Some readers may point out at this stage that all the textbooks have these quantal dose-response curves plotted along a logarithmic dose axis. For example, here are snippets from Katzung and Goodman & Gillman.
One might argue that this is necessary where the range of possible doses is very great. Sure, you might need a logarithmic dose axis if you are using a drug which has a dose range covering several orders of magnitude, but that seems preposterous. How many drugs can you think of that have an effective dose range between (for example ) 1mg and 1000mg? But this does not seem to matter. One might observe that one of the examples above has a dose range between 5 and 20; the publisher used a log2 x-axis scale, just to make it logarithmic.

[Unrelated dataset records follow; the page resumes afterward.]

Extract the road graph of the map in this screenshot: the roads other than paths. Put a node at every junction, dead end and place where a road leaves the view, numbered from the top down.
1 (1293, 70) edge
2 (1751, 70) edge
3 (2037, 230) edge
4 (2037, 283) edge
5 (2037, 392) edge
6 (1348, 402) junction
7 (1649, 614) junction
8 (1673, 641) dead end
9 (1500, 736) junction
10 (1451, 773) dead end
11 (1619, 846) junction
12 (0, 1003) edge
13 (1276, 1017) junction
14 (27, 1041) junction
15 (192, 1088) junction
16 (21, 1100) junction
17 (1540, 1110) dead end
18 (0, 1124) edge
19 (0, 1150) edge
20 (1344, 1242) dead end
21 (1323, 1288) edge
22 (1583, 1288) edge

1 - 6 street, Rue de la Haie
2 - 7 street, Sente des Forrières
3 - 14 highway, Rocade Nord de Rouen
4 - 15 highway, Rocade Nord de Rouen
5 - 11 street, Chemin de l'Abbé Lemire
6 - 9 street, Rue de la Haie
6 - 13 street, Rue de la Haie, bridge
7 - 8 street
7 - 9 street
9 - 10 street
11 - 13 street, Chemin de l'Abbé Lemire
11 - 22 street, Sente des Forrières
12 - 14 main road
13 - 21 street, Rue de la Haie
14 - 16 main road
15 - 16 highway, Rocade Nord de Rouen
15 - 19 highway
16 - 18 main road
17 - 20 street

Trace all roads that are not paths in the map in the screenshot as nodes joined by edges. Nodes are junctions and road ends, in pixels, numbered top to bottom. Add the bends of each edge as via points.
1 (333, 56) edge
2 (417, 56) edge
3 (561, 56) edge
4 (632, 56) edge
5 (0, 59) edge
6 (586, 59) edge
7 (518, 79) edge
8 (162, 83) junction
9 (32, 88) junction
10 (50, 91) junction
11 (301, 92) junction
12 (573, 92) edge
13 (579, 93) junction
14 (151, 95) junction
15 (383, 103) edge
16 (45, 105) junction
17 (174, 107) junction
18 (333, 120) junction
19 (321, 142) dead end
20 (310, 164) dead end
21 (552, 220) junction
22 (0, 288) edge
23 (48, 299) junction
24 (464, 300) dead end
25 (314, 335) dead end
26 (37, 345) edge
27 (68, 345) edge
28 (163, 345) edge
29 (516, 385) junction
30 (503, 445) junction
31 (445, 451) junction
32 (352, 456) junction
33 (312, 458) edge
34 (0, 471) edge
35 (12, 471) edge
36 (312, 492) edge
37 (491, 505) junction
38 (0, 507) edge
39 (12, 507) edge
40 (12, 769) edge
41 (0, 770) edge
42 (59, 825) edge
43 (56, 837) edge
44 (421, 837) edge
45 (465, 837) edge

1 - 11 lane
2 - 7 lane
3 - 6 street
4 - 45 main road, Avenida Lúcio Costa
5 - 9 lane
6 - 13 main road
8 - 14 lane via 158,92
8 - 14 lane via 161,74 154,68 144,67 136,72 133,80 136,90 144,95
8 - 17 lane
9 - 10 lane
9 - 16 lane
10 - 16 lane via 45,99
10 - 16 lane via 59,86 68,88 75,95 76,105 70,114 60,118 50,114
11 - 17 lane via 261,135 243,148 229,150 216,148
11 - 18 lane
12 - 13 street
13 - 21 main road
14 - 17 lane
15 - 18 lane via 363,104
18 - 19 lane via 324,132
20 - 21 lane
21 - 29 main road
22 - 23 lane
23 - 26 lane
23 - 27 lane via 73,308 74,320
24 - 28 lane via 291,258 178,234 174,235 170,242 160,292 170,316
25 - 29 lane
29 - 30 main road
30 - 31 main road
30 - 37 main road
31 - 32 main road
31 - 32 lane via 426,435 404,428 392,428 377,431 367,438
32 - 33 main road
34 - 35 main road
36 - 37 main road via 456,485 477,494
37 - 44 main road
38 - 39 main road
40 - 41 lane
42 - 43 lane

It is difficult to track down the reason for this weird attachment to logarithms. Some reputable sources attribute this to pharmacological convention. For many drugs, the distribution of quantal dose-response data is not as neatly normal as this. The use of a log scale "expands the scale at the low concentrations where effect is rapidly changing and compresses it at high concentrations where the effect is changing slowly" and "linearizes the the dose-response range of interest 20% - 80%". But surely the range of population effects already follows a normal distribution, and would normally achieve a sigmoid shape anyway?

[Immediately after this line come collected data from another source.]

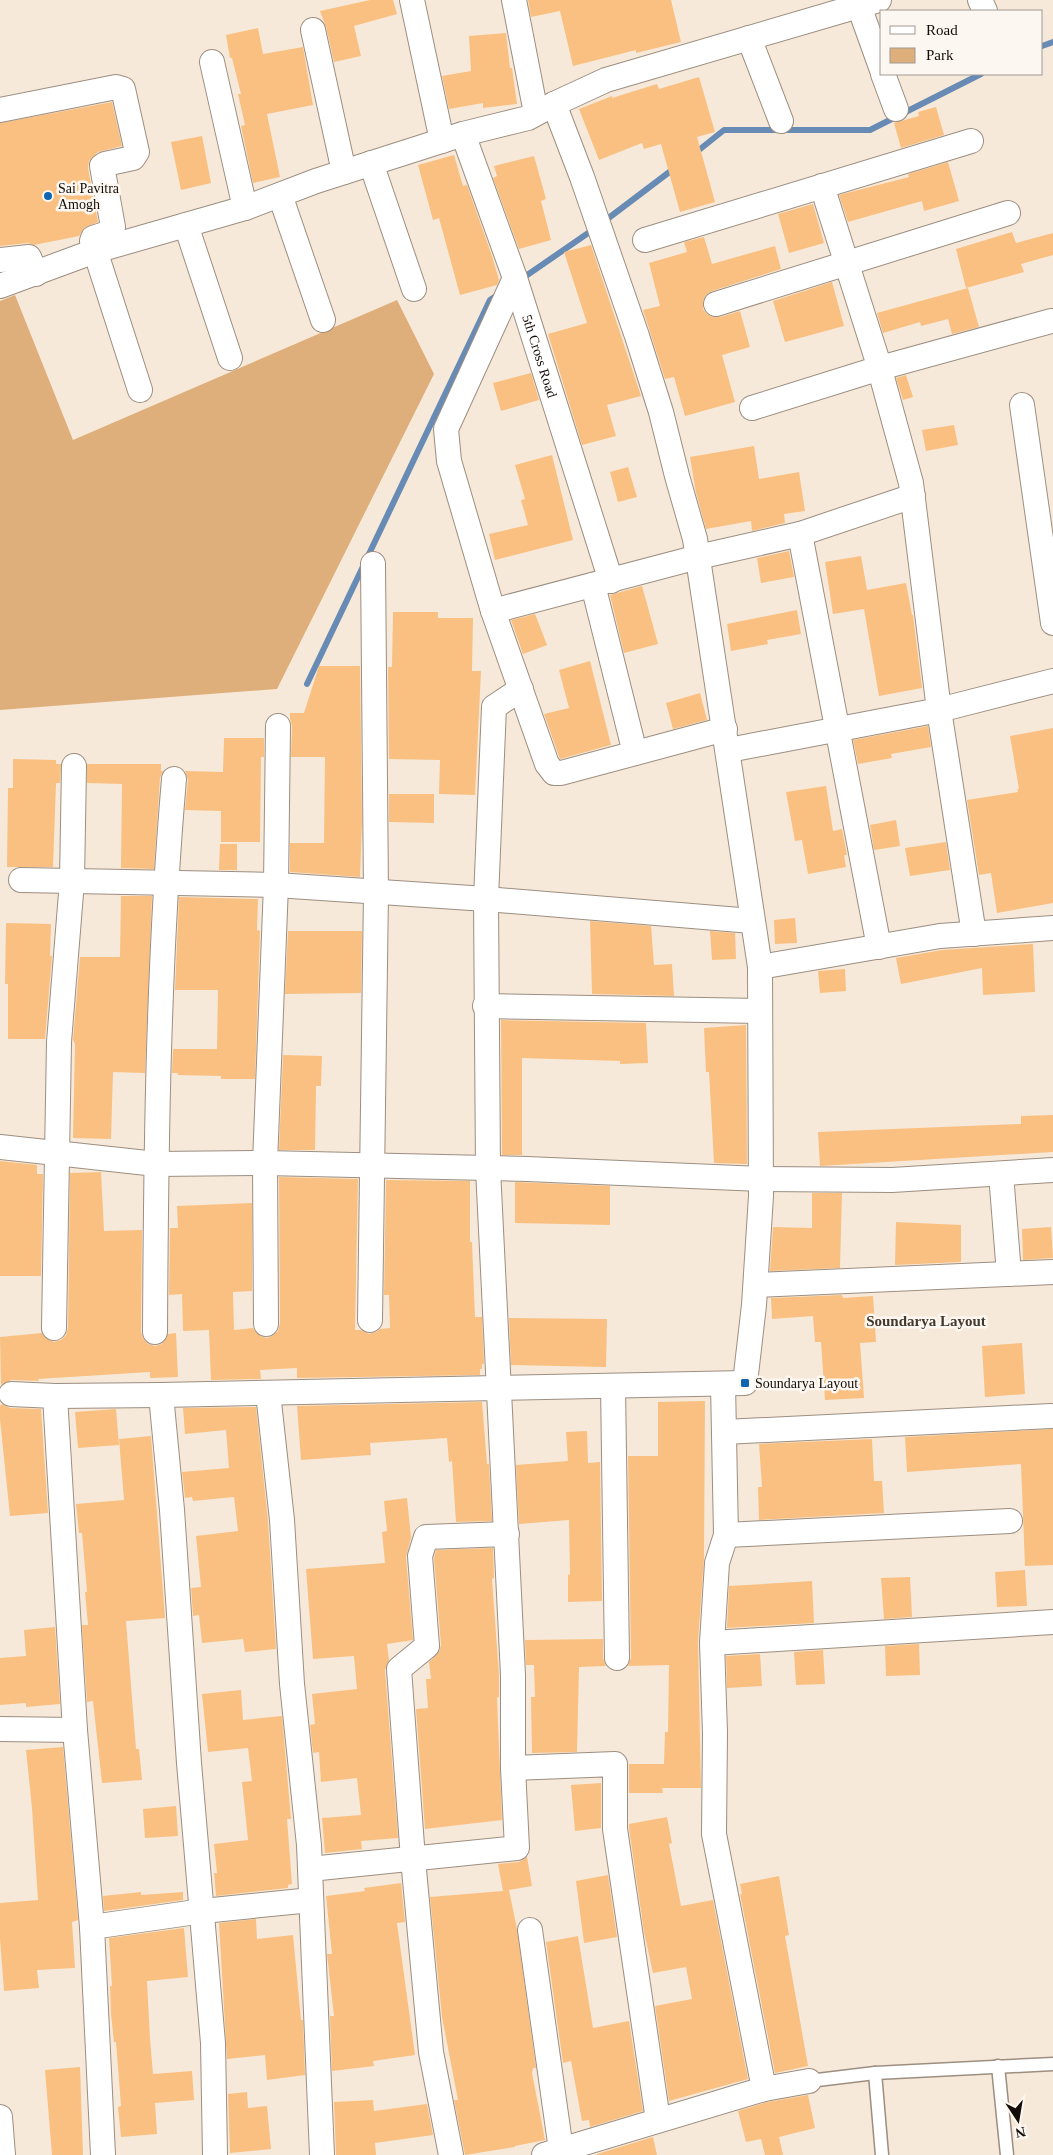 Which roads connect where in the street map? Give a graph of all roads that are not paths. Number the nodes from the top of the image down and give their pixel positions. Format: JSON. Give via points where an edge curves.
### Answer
{"nodes":[{"id":1,"x":412,"y":0,"type":"edge"},
{"id":2,"x":514,"y":0,"type":"edge"},
{"id":3,"x":869,"y":3,"type":"edge"},
{"id":4,"x":313,"y":30,"type":"dead end"},
{"id":5,"x":750,"y":38,"type":"junction"},
{"id":6,"x":880,"y":60,"type":"edge"},
{"id":7,"x":212,"y":62,"type":"dead end"},
{"id":8,"x":883,"y":75,"type":"edge"},
{"id":9,"x":545,"y":109,"type":"junction"},
{"id":10,"x":896,"y":109,"type":"dead end"},
{"id":11,"x":0,"y":110,"type":"edge"},
{"id":12,"x":781,"y":121,"type":"dead end"},
{"id":13,"x":453,"y":138,"type":"junction"},
{"id":14,"x":971,"y":141,"type":"dead end"},
{"id":15,"x":372,"y":163,"type":"junction"},
{"id":16,"x":344,"y":172,"type":"junction"},
{"id":17,"x":822,"y":186,"type":"junction"},
{"id":18,"x":280,"y":195,"type":"junction"},
{"id":19,"x":244,"y":208,"type":"junction"},
{"id":20,"x":1008,"y":213,"type":"dead end"},
{"id":21,"x":186,"y":225,"type":"junction"},
{"id":22,"x":645,"y":240,"type":"dead end"},
{"id":23,"x":95,"y":251,"type":"junction"},
{"id":24,"x":0,"y":260,"type":"edge"},
{"id":25,"x":847,"y":263,"type":"junction"},
{"id":26,"x":36,"y":274,"type":"junction"},
{"id":27,"x":515,"y":278,"type":"junction"},
{"id":28,"x":0,"y":286,"type":"edge"},
{"id":29,"x":414,"y":289,"type":"dead end"},
{"id":30,"x":716,"y":304,"type":"dead end"},
{"id":31,"x":322,"y":320,"type":"dead end"},
{"id":32,"x":1051,"y":321,"type":"dead end"},
{"id":33,"x":230,"y":358,"type":"dead end"},
{"id":34,"x":880,"y":368,"type":"junction"},
{"id":35,"x":140,"y":390,"type":"dead end"},
{"id":36,"x":1022,"y":405,"type":"dead end"},
{"id":37,"x":752,"y":408,"type":"dead end"},
{"id":38,"x":913,"y":496,"type":"junction"},
{"id":39,"x":800,"y":534,"type":"junction"},
{"id":40,"x":698,"y":557,"type":"junction"},
{"id":41,"x":373,"y":564,"type":"dead end"},
{"id":42,"x":602,"y":583,"type":"junction"},
{"id":43,"x":493,"y":611,"type":"junction"},
{"id":44,"x":1053,"y":623,"type":"edge"},
{"id":45,"x":1053,"y":680,"type":"edge"},
{"id":46,"x":521,"y":689,"type":"junction"},
{"id":47,"x":939,"y":710,"type":"junction"},
{"id":48,"x":278,"y":726,"type":"dead end"},
{"id":49,"x":839,"y":729,"type":"junction"},
{"id":50,"x":727,"y":740,"type":"junction"},
{"id":51,"x":635,"y":753,"type":"junction"},
{"id":52,"x":74,"y":766,"type":"dead end"},
{"id":53,"x":174,"y":780,"type":"dead end"},
{"id":54,"x":21,"y":880,"type":"dead end"},
{"id":55,"x":72,"y":881,"type":"junction"},
{"id":56,"x":165,"y":883,"type":"junction"},
{"id":57,"x":276,"y":885,"type":"junction"},
{"id":58,"x":376,"y":893,"type":"junction"},
{"id":59,"x":486,"y":899,"type":"junction"},
{"id":60,"x":752,"y":920,"type":"junction"},
{"id":61,"x":1053,"y":928,"type":"edge"},
{"id":62,"x":974,"y":934,"type":"junction"},
{"id":63,"x":879,"y":947,"type":"junction"},
{"id":64,"x":760,"y":967,"type":"junction"},
{"id":65,"x":485,"y":1006,"type":"junction"},
{"id":66,"x":760,"y":1011,"type":"junction"},
{"id":67,"x":0,"y":1147,"type":"edge"},
{"id":68,"x":55,"y":1154,"type":"junction"},
{"id":69,"x":265,"y":1163,"type":"junction"},
{"id":70,"x":156,"y":1164,"type":"junction"},
{"id":71,"x":371,"y":1167,"type":"junction"},
{"id":72,"x":488,"y":1169,"type":"junction"},
{"id":73,"x":1053,"y":1170,"type":"edge"},
{"id":74,"x":1001,"y":1174,"type":"junction"},
{"id":75,"x":761,"y":1179,"type":"junction"},
{"id":76,"x":1053,"y":1272,"type":"edge"},
{"id":77,"x":1008,"y":1274,"type":"junction"},
{"id":78,"x":756,"y":1285,"type":"junction"},
{"id":79,"x":370,"y":1320,"type":"dead end"},
{"id":80,"x":266,"y":1324,"type":"dead end"},
{"id":81,"x":54,"y":1328,"type":"dead end"},
{"id":82,"x":155,"y":1332,"type":"dead end"},
{"id":83,"x":723,"y":1384,"type":"junction"},
{"id":84,"x":613,"y":1386,"type":"junction"},
{"id":85,"x":500,"y":1388,"type":"junction"},
{"id":86,"x":268,"y":1393,"type":"junction"},
{"id":87,"x":11,"y":1394,"type":"dead end"},
{"id":88,"x":55,"y":1396,"type":"junction"},
{"id":89,"x":161,"y":1396,"type":"junction"},
{"id":90,"x":1051,"y":1416,"type":"dead end"},
{"id":91,"x":724,"y":1432,"type":"junction"},
{"id":92,"x":1010,"y":1521,"type":"dead end"},
{"id":93,"x":507,"y":1534,"type":"junction"},
{"id":94,"x":726,"y":1535,"type":"junction"},
{"id":95,"x":1053,"y":1622,"type":"edge"},
{"id":96,"x":712,"y":1644,"type":"junction"},
{"id":97,"x":617,"y":1658,"type":"dead end"},
{"id":98,"x":0,"y":1729,"type":"edge"},
{"id":99,"x":75,"y":1730,"type":"junction"},
{"id":100,"x":513,"y":1768,"type":"junction"},
{"id":101,"x":413,"y":1859,"type":"junction"},
{"id":102,"x":310,"y":1869,"type":"junction"},
{"id":103,"x":311,"y":1900,"type":"junction"},
{"id":104,"x":203,"y":1911,"type":"junction"},
{"id":105,"x":92,"y":1927,"type":"junction"},
{"id":106,"x":530,"y":1930,"type":"dead end"},
{"id":107,"x":1053,"y":2064,"type":"edge"},
{"id":108,"x":998,"y":2066,"type":"junction"},
{"id":109,"x":876,"y":2073,"type":"junction"},
{"id":110,"x":809,"y":2081,"type":"joint"},
{"id":111,"x":764,"y":2089,"type":"junction"},
{"id":112,"x":0,"y":2117,"type":"edge"},
{"id":113,"x":658,"y":2120,"type":"junction"},
{"id":114,"x":552,"y":2152,"type":"edge"},
{"id":115,"x":3,"y":2155,"type":"edge"},
{"id":116,"x":104,"y":2155,"type":"edge"},
{"id":117,"x":214,"y":2155,"type":"edge"},
{"id":118,"x":322,"y":2155,"type":"edge"},
{"id":119,"x":451,"y":2155,"type":"edge"},
{"id":120,"x":882,"y":2155,"type":"edge"},
{"id":121,"x":1007,"y":2155,"type":"edge"}],
"edges":[{"from":1,"to":13,"type":"street","name":"5th Cross Road"},
{"from":2,"to":9,"type":"street"},
{"from":3,"to":5,"type":"street"},
{"from":3,"to":6,"type":"street"},
{"from":4,"to":16,"type":"street"},
{"from":5,"to":9,"type":"street","via":[[606,80]]},
{"from":5,"to":12,"type":"street"},
{"from":7,"to":19,"type":"street"},
{"from":8,"to":10,"type":"street"},
{"from":9,"to":13,"type":"street","via":[[528,118]]},
{"from":9,"to":40,"type":"street","via":[[582,176],[637,336],[661,412]]},
{"from":11,"to":23,"type":"street","via":[[116,87],[122,89],[137,152],[133,158],[102,166],[113,227],[111,232],[93,238]]},
{"from":13,"to":15,"type":"street"},
{"from":13,"to":27,"type":"street","name":"5th Cross Road"},
{"from":14,"to":17,"type":"street"},
{"from":15,"to":16,"type":"street"},
{"from":15,"to":29,"type":"street"},
{"from":16,"to":18,"type":"street"},
{"from":17,"to":22,"type":"street"},
{"from":17,"to":25,"type":"street"},
{"from":18,"to":19,"type":"street"},
{"from":18,"to":31,"type":"street"},
{"from":19,"to":21,"type":"street"},
{"from":20,"to":25,"type":"street"},
{"from":21,"to":23,"type":"street"},
{"from":21,"to":33,"type":"street"},
{"from":23,"to":26,"type":"street"},
{"from":23,"to":35,"type":"street"},
{"from":24,"to":26,"type":"street","via":[[29,257]]},
{"from":25,"to":30,"type":"street"},
{"from":25,"to":34,"type":"street"},
{"from":26,"to":28,"type":"street"},
{"from":27,"to":42,"type":"street","name":"5th Cross Road"},
{"from":27,"to":43,"type":"street","via":[[446,429],[449,461]]},
{"from":32,"to":34,"type":"street"},
{"from":34,"to":37,"type":"street"},
{"from":34,"to":38,"type":"street"},
{"from":36,"to":44,"type":"street"},
{"from":38,"to":39,"type":"street"},
{"from":38,"to":47,"type":"street"},
{"from":39,"to":40,"type":"street"},
{"from":39,"to":49,"type":"street"},
{"from":40,"to":42,"type":"street"},
{"from":40,"to":50,"type":"street"},
{"from":41,"to":58,"type":"street"},
{"from":42,"to":43,"type":"street"},
{"from":42,"to":51,"type":"street","name":"5th Cross Road"},
{"from":43,"to":46,"type":"street"},
{"from":45,"to":47,"type":"street"},
{"from":46,"to":51,"type":"street","via":[[547,764],[554,773]]},
{"from":46,"to":59,"type":"street","via":[[494,707]]},
{"from":47,"to":49,"type":"street"},
{"from":47,"to":62,"type":"street"},
{"from":48,"to":57,"type":"street"},
{"from":49,"to":50,"type":"street"},
{"from":49,"to":63,"type":"street"},
{"from":50,"to":51,"type":"street"},
{"from":50,"to":60,"type":"street"},
{"from":52,"to":55,"type":"street"},
{"from":53,"to":56,"type":"street"},
{"from":54,"to":55,"type":"street"},
{"from":55,"to":56,"type":"street"},
{"from":55,"to":68,"type":"street","via":[[59,1042]]},
{"from":56,"to":57,"type":"street"},
{"from":56,"to":70,"type":"street"},
{"from":57,"to":58,"type":"street"},
{"from":57,"to":69,"type":"street"},
{"from":58,"to":59,"type":"street"},
{"from":58,"to":71,"type":"street"},
{"from":59,"to":60,"type":"street"},
{"from":59,"to":65,"type":"street"},
{"from":60,"to":64,"type":"street"},
{"from":61,"to":62,"type":"street"},
{"from":62,"to":63,"type":"street","via":[[940,936]]},
{"from":63,"to":64,"type":"street"},
{"from":64,"to":66,"type":"street"},
{"from":65,"to":66,"type":"street"},
{"from":65,"to":72,"type":"street"},
{"from":66,"to":75,"type":"street"},
{"from":67,"to":68,"type":"street"},
{"from":68,"to":70,"type":"street"},
{"from":68,"to":81,"type":"street"},
{"from":69,"to":70,"type":"street"},
{"from":69,"to":71,"type":"street"},
{"from":69,"to":80,"type":"street"},
{"from":70,"to":82,"type":"street"},
{"from":71,"to":72,"type":"street"},
{"from":71,"to":79,"type":"street"},
{"from":72,"to":75,"type":"street"},
{"from":72,"to":85,"type":"street"},
{"from":73,"to":74,"type":"street"},
{"from":74,"to":75,"type":"street","via":[[892,1180]]},
{"from":74,"to":77,"type":"street"},
{"from":75,"to":78,"type":"street"},
{"from":76,"to":77,"type":"street"},
{"from":77,"to":78,"type":"street"},
{"from":78,"to":83,"type":"street","via":[[745,1383]]},
{"from":83,"to":84,"type":"street"},
{"from":83,"to":91,"type":"street"},
{"from":84,"to":85,"type":"street"},
{"from":84,"to":97,"type":"street"},
{"from":85,"to":86,"type":"street"},
{"from":85,"to":93,"type":"street"},
{"from":86,"to":89,"type":"street"},
{"from":86,"to":102,"type":"street","via":[[282,1520],[292,1684]]},
{"from":87,"to":88,"type":"street"},
{"from":88,"to":89,"type":"street"},
{"from":88,"to":99,"type":"street"},
{"from":89,"to":104,"type":"street"},
{"from":90,"to":91,"type":"street"},
{"from":91,"to":94,"type":"street"},
{"from":92,"to":94,"type":"street"},
{"from":93,"to":100,"type":"street"},
{"from":93,"to":101,"type":"street","via":[[426,1536],[420,1556],[427,1646],[399,1669]]},
{"from":94,"to":96,"type":"street","via":[[717,1563]]},
{"from":95,"to":96,"type":"street"},
{"from":96,"to":111,"type":"street","via":[[714,1834]]},
{"from":98,"to":99,"type":"street"},
{"from":99,"to":105,"type":"street"},
{"from":100,"to":101,"type":"street","via":[[517,1848]]},
{"from":100,"to":113,"type":"street","via":[[615,1764],[616,1829]]},
{"from":101,"to":102,"type":"street"},
{"from":101,"to":119,"type":"street","via":[[430,2052]]},
{"from":102,"to":103,"type":"street"},
{"from":103,"to":104,"type":"street"},
{"from":103,"to":118,"type":"street"},
{"from":104,"to":105,"type":"street"},
{"from":104,"to":117,"type":"street","via":[[213,2043]]},
{"from":105,"to":116,"type":"street"},
{"from":106,"to":114,"type":"street"},
{"from":107,"to":108,"type":"lane"},
{"from":108,"to":109,"type":"lane"},
{"from":108,"to":121,"type":"lane"},
{"from":109,"to":110,"type":"lane"},
{"from":109,"to":120,"type":"lane"},
{"from":110,"to":111,"type":"street"},
{"from":111,"to":113,"type":"street"},
{"from":112,"to":115,"type":"street"},
{"from":113,"to":114,"type":"street"}]}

Not always, it turns out. Drugs often (though not always) have hyperbolic Michaelis-Menten receptor-drug binding kinetics, which means the composite quantal dose-response curve becomes skewed to the right. Your "% population vs dose" graph might look like this:
In those scenarios, transforming the x-axis into a logarithmic scale forces the graph to resemble a normal distribution. "Logarithmic transformation of the dose axis reverses this skewing and provides a nearly perfect fit to a normal distribution in the central 95% incidence range", Lutz et al (2005) wrote, applying this to a model with hypothetical cancer cells.